■ BRIEF
Give all of the data again exactly as written, omitting every image.

******

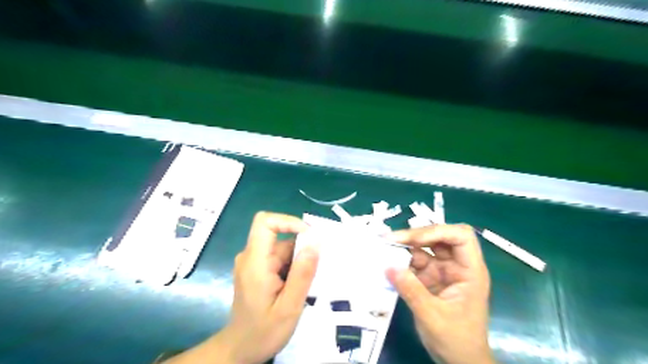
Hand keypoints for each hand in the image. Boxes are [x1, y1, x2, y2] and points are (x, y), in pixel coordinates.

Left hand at [165, 211, 319, 363]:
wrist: (241, 349)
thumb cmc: (263, 332)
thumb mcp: (289, 307)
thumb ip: (302, 274)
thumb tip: (315, 242)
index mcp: (255, 262)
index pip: (265, 222)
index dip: (288, 221)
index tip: (310, 237)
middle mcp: (251, 256)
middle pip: (279, 236)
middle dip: (301, 248)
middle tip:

******

■ ANSWER BELOW
Hand keypoints for each hand in the image. Boxes are [x1, y1, x2, y2] and points are (x, y), in pixel coordinates.

Left hand at [165, 211, 319, 363]:
wrist: (241, 349)
thumb cmc: (263, 332)
thumb mcp: (289, 307)
thumb ip: (302, 274)
thumb tip: (315, 242)
index mcp: (255, 262)
index pip: (265, 222)
index dip: (288, 221)
index tip: (310, 237)
middle mcp: (251, 256)
middle pip: (279, 236)
middle dip: (301, 248)
middle tip:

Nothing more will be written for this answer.